• [Instructions for the task]:
List all the lines in these records that hold "nodes".

• [Dataset entries]:

[Start of Attachment]

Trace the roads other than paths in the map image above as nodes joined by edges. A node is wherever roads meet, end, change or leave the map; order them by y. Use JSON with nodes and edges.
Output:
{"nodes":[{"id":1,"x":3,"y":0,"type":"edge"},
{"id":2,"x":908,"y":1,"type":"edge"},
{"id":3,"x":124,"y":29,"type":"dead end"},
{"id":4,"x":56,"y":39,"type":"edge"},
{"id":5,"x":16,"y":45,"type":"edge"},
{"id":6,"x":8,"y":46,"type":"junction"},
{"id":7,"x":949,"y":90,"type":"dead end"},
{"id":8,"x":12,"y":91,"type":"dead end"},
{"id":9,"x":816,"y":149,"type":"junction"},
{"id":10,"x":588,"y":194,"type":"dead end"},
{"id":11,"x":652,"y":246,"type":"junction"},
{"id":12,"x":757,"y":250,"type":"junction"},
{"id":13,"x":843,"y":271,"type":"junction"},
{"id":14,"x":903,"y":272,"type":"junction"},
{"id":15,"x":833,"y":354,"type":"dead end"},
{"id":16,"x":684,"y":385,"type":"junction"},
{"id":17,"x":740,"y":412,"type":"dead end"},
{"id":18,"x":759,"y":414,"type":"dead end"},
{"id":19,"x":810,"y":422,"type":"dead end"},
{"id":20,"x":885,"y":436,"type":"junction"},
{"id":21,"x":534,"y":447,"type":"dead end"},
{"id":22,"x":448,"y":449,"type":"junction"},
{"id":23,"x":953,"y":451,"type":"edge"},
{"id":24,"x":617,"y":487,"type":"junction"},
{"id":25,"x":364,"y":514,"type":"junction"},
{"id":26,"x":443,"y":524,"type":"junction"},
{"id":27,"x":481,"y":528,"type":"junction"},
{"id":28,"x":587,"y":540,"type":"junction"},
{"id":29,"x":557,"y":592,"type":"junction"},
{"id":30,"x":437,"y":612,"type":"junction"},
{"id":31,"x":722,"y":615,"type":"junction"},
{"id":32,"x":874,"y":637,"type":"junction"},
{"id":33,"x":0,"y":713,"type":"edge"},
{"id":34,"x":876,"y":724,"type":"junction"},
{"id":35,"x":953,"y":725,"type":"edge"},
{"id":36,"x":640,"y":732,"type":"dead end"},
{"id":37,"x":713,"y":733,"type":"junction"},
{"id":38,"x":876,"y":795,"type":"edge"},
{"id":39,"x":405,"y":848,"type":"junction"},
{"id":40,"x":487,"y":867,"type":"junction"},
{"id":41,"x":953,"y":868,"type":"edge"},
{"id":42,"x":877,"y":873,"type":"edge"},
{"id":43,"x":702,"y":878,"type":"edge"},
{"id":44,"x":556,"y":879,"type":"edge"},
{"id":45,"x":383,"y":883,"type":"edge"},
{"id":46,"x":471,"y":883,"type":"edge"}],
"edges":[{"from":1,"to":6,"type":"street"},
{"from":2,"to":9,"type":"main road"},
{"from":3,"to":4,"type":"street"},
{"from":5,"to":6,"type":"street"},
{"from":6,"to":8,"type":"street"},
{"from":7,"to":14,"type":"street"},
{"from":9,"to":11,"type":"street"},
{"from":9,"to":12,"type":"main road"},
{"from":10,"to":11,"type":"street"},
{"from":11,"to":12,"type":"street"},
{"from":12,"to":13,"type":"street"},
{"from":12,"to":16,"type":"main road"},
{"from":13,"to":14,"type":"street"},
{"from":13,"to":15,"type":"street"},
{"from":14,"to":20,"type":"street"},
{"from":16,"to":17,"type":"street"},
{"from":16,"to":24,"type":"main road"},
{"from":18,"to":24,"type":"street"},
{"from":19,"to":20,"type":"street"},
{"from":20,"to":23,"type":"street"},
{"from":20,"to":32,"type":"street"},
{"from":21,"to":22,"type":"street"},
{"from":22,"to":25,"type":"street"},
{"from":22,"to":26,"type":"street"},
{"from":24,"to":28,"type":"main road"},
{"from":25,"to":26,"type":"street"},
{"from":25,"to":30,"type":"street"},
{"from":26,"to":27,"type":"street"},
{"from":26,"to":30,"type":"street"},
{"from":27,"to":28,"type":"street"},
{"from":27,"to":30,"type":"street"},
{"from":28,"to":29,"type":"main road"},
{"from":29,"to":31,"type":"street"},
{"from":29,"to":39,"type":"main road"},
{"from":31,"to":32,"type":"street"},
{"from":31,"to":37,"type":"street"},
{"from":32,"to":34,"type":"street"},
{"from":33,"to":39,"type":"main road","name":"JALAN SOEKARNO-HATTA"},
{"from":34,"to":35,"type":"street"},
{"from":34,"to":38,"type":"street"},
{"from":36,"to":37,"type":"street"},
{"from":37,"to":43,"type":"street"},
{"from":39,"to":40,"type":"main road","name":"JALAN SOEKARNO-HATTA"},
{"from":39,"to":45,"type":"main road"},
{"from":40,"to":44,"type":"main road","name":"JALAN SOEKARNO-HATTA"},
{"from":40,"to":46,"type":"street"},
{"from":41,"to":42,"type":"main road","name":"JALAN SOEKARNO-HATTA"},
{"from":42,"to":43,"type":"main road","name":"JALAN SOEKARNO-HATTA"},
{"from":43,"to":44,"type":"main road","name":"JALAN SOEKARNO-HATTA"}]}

[End of Attachment]

• [Output for this exercise]:
Trace the roads other than paths in the map image above as nodes joined by edges. A node is wherever roads meet, end, change or leave the map; order them by y. Use JSON with nodes and edges.
{"nodes":[{"id":1,"x":3,"y":0,"type":"edge"},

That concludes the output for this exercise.